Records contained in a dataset
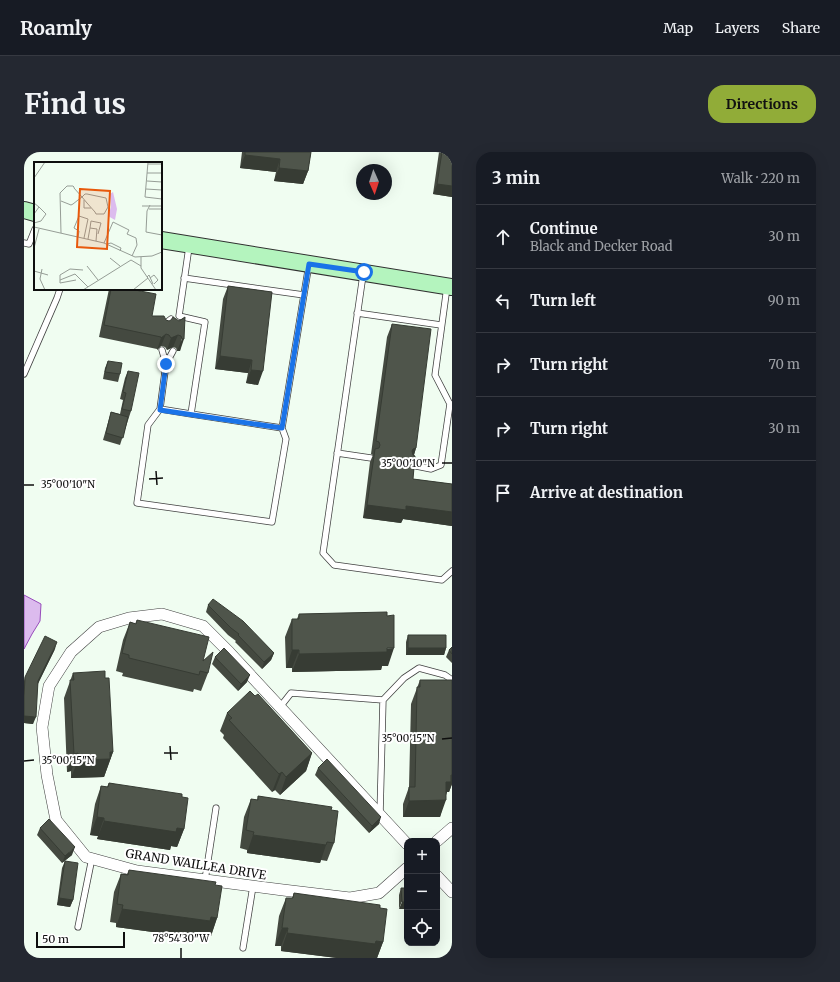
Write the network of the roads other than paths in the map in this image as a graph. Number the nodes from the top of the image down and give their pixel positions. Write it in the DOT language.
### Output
graph roads {
  1 [pos="24,210"];
  2 [pos="34,213"];
  3 [pos="34,231"];
  4 [pos="162,240"];
  5 [pos="24,243"];
  6 [pos="189,245"];
  7 [pos="309,264"];
  8 [pos="364,272"];
  9 [pos="184,278"];
  10 [pos="449,286"];
  11 [pos="60,290"];
  12 [pos="304,295"];
  13 [pos="357,313"];
  14 [pos="179,316"];
  15 [pos="441,325"];
  16 [pos="164,329"];
  17 [pos="162,350"];
  18 [pos="173,351"];
  19 [pos="166,364"];
  20 [pos="24,374"];
  21 [pos="451,404"];
  22 [pos="160,410"];
  23 [pos="190,414"];
  24 [pos="282,428"];
  25 [pos="337,453"];
  26 [pos="371,458"];
  27 [pos="411,465"];
  28 [pos="452,571"];
  29 [pos="452,680"];
  30 [pos="383,700"];
  31 [pos="280,707"];
  32 [pos="216,808"];
  33 [pos="380,815"];
  34 [pos="452,828"];
  35 [pos="440,839"];
  36 [pos="404,841"];
  37 [pos="92,858"];
  38 [pos="404,871"];
  39 [pos="440,879"];
  40 [pos="205,880"];
  41 [pos="253,886"];
  42 [pos="452,892"];
  43 [pos="78,927"];
  44 [pos="243,948"];
  1 -- 2 [label="main road"];
  3 -- 5 [label="lane"];
  4 -- 6 [label="main road"];
  6 -- 7 [label="main road"];
  6 -- 9 [label="lane"];
  7 -- 8 [label="main road"];
  7 -- 12 [label="lane"];
  8 -- 10 [label="main road"];
  8 -- 13 [label="lane"];
  9 -- 12 [label="lane"];
  9 -- 14 [label="lane"];
  10 -- 15 [label="lane"];
  11 -- 20 [label="lane"];
  12 -- 24 [label="lane"];
  13 -- 15 [label="lane"];
  13 -- 25 [label="lane"];
  14 -- 16 [label="lane"];
  14 -- 23 [label="lane"];
  15 -- 21 [label="lane"];
  17 -- 19 [label="lane"];
  18 -- 19 [label="lane"];
  19 -- 22 [label="lane"];
  21 -- 27 [label="lane"];
  22 -- 23 [label="lane"];
  22 -- 24 [label="lane"];
  23 -- 24 [label="lane"];
  25 -- 26 [label="lane"];
  25 -- 28 [label="lane"];
  29 -- 30 [label="lane"];
  30 -- 31 [label="lane"];
  30 -- 33 [label="lane"];
  31 -- 33 [label="street, GRAND WAILLEA DRIVE"];
  31 -- 37 [label="street, GRAND WAILLEA DRIVE"];
  32 -- 40 [label="lane"];
  33 -- 36 [label="street, GRAND WAILLEA DRIVE"];
  34 -- 35 [label="street"];
  37 -- 40 [label="street, GRAND WAILLEA DRIVE"];
  37 -- 43 [label="lane"];
  38 -- 41 [label="street, GRAND WAILLEA DRIVE"];
  39 -- 42 [label="street"];
  40 -- 41 [label="street, GRAND WAILLEA DRIVE"];
  41 -- 44 [label="lane"];
}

Goal of the exercise => Lines containing the string "main" are the ones to copy from the entries above.

Exercise output =>
  1 -- 2 [label="main road"];
  4 -- 6 [label="main road"];
  6 -- 7 [label="main road"];
  7 -- 8 [label="main road"];
  8 -- 10 [label="main road"];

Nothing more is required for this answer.